Exercise directions
For the entries below, report the number of lines containing "nodes", without any other content.

Records
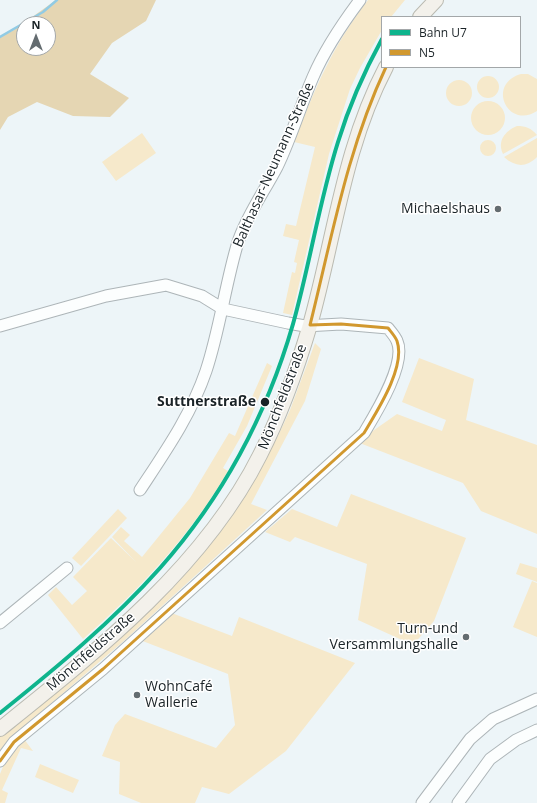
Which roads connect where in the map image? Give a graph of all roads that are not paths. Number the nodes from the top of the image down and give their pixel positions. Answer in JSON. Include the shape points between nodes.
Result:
{"nodes":[{"id":1,"x":360,"y":0,"type":"edge"},
{"id":2,"x":436,"y":0,"type":"edge"},
{"id":3,"x":421,"y":16,"type":"edge"},
{"id":4,"x":386,"y":68,"type":"edge"},
{"id":5,"x":224,"y":309,"type":"junction"},
{"id":6,"x":310,"y":325,"type":"junction"},
{"id":7,"x":0,"y":326,"type":"edge"},
{"id":8,"x":140,"y":490,"type":"dead end"},
{"id":9,"x":67,"y":568,"type":"dead end"},
{"id":10,"x":0,"y":623,"type":"edge"},
{"id":11,"x":537,"y":699,"type":"edge"},
{"id":12,"x":0,"y":729,"type":"edge"},
{"id":13,"x":537,"y":730,"type":"edge"},
{"id":14,"x":0,"y":761,"type":"edge"},
{"id":15,"x":422,"y":803,"type":"edge"},
{"id":16,"x":458,"y":803,"type":"edge"}],
"edges":[{"from":1,"to":5,"type":"street","name":"Balthasar-Neumann-Straße","via":[[319,64],[277,166],[238,242]]},
{"from":2,"to":3,"type":"main road"},
{"from":4,"to":6,"type":"main road","name":"Mönchfeldstraße","via":[[368,104],[352,148]]},
{"from":5,"to":6,"type":"street","via":[[292,324]]},
{"from":5,"to":7,"type":"street","via":[[202,296],[166,285],[106,296]]},
{"from":5,"to":8,"type":"street","name":"Balthasar-Neumann-Straße","via":[[206,372],[181,428]]},
{"from":6,"to":12,"type":"main road","name":"Mönchfeldstraße","via":[[281,409],[267,441],[247,478],[217,522],[149,601],[81,663]]},
{"from":6,"to":14,"type":"street","via":[[341,324],[388,328],[398,342],[399,360],[383,400],[364,432],[108,665],[14,742]]},
{"from":9,"to":10,"type":"street"},
{"from":11,"to":15,"type":"street","via":[[493,719],[470,738]]},
{"from":13,"to":16,"type":"street","via":[[516,740],[490,759]]}]}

Result
2